A Organização Mundial da Saúde (OMS) também entrou na questão. Em março, iniciou uma discussão on-line para a criação de um relatório sobre o preconceito contra a idade, ageismo ou etarismo, nomes adotados frequentemente. Afinal, como tratar um assunto que vem sendo chamado de “Revolução da Longevidade”?
No Brasil, iniciativas como as de Bamberg, Turra e outros abordam o assunto em diversas frentes: projetos, produtos, pesquisas, consultorias e perfis em redes sociais trazem informação, serviços e mostram que encarar o envelhecimento é bom para as pessoas, para as sociedades e é bom para o mercado. Segundo levantamento feito pela “Harvard Business Review” e o instituto de pesquisa Locomotiva, só no Brasil, em 2020, a previsão era de esse público movimentar R$ 1,8 trilhão.

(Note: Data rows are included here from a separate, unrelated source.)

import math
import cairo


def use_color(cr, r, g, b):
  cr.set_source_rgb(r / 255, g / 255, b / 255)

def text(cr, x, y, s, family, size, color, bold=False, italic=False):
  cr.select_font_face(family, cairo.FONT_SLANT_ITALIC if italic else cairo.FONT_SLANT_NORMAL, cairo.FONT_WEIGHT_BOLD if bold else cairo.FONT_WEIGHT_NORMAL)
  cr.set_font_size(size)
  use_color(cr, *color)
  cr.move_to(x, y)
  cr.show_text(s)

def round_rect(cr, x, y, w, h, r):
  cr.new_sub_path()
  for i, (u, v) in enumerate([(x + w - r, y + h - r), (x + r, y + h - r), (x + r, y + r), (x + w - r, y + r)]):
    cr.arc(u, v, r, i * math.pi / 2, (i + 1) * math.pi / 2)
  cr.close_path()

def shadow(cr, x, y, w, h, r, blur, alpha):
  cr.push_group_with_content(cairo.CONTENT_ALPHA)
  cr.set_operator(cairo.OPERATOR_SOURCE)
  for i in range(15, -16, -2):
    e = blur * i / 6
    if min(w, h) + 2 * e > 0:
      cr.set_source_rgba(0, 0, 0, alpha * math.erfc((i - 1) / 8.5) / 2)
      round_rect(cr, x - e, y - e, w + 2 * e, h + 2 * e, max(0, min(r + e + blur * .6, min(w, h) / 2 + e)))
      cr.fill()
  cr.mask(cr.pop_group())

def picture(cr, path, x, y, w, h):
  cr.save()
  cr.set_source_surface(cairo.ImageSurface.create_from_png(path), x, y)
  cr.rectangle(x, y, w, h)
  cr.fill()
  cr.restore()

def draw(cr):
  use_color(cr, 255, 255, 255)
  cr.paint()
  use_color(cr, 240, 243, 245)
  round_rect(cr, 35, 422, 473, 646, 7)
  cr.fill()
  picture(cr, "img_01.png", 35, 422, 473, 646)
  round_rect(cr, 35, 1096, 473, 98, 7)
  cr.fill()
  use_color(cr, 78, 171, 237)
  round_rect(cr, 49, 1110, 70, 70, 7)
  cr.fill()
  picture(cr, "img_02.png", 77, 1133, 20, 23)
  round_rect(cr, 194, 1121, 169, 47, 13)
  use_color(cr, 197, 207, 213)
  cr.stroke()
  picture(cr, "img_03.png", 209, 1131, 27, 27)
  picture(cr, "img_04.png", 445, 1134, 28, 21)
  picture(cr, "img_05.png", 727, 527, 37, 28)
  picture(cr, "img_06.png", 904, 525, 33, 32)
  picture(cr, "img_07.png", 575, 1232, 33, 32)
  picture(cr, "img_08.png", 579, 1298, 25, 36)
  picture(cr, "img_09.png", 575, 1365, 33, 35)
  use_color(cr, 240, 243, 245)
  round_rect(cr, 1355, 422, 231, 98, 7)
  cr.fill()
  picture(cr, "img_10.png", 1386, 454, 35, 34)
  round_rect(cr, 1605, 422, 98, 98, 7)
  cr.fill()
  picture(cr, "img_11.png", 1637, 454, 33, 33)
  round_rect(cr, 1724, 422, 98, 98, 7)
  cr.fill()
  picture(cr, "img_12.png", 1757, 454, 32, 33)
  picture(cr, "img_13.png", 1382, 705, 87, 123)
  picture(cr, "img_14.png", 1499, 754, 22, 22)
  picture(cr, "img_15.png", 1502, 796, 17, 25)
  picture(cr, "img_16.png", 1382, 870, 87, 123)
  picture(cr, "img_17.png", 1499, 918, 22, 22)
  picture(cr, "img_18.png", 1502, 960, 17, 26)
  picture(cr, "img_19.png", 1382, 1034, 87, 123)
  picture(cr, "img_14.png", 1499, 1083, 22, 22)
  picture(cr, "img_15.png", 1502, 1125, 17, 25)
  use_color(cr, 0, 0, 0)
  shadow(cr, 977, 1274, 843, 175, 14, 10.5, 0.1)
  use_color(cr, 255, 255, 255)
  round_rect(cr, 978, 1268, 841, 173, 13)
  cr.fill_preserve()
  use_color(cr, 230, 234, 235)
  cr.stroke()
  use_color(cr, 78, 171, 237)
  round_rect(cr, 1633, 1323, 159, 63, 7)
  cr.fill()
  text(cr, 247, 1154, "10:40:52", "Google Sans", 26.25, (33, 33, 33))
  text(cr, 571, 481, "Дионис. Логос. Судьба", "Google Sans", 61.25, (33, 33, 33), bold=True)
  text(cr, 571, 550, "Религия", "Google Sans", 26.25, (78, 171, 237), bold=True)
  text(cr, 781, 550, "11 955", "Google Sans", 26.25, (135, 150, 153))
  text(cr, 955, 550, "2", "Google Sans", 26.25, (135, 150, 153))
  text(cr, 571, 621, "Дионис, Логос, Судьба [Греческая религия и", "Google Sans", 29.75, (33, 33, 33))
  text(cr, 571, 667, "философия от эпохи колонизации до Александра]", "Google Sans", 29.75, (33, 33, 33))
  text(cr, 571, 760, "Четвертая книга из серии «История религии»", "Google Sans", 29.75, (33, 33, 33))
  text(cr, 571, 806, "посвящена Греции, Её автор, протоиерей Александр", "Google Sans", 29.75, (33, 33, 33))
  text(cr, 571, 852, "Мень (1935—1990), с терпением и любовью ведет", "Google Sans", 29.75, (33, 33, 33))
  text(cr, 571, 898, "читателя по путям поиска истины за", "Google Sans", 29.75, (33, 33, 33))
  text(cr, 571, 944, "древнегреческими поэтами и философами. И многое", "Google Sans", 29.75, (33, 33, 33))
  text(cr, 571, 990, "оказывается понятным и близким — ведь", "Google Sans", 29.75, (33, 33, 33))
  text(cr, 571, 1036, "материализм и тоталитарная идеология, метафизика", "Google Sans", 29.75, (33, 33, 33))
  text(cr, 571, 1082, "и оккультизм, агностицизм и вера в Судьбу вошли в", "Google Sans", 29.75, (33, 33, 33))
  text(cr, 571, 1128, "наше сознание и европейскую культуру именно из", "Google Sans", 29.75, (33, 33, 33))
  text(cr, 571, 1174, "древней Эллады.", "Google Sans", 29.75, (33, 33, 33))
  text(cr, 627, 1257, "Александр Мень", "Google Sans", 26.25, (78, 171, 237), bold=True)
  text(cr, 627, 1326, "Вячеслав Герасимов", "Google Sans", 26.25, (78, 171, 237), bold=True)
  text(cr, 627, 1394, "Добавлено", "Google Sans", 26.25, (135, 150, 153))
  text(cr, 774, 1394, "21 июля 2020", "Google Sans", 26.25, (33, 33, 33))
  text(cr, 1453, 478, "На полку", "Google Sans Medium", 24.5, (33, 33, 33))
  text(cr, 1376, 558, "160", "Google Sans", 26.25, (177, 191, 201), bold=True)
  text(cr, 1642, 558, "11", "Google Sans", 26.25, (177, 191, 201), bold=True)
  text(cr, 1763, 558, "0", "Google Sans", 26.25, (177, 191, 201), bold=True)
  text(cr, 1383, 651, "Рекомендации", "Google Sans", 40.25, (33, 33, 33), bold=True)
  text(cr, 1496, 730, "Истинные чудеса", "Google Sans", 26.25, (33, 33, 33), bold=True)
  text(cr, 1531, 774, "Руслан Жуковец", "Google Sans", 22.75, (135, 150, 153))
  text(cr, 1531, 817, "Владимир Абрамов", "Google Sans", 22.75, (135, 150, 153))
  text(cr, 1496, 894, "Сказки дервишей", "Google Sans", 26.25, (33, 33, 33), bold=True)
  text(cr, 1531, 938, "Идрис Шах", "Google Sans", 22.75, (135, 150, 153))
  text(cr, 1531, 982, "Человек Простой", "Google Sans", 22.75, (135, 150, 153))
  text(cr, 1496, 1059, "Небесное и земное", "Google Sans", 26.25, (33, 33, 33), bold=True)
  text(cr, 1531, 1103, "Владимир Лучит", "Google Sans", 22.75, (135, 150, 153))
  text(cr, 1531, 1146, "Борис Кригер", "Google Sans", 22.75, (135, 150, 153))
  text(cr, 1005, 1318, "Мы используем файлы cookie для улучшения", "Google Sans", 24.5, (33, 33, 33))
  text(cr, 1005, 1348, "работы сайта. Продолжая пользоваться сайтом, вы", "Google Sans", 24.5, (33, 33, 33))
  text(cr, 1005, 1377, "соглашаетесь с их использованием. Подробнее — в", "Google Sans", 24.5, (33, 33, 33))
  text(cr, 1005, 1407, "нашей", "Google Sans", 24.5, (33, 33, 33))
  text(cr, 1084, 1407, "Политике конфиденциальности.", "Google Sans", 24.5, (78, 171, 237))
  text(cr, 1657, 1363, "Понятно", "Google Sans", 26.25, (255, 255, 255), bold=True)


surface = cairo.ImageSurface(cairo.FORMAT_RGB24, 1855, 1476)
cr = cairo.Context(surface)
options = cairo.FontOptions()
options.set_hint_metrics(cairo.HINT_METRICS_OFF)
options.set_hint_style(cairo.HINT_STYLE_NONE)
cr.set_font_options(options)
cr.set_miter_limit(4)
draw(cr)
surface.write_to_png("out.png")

Outro dado do IBGE indica que essa população é hoje de 55 milhões de pessoas, ou um quarto da população brasileira. Os números são potentes, e Bete Marin, 50, sócia da Hype 50+, empresa de marketing inclusivo, especializada no consumidor maduro, acrescenta ainda outro fato, a diversidade, que vai contra a imagem desse público como uma coisa única. Isso, na sua percepção, não é levado em conta por empresas e produtos. “Há diversidade de classe social, faixa etária, gênero, nível de autonomia”, diz. “E temos um oceano de oportunidades para conhecer, aprofundar, desenvolver e comunicar.”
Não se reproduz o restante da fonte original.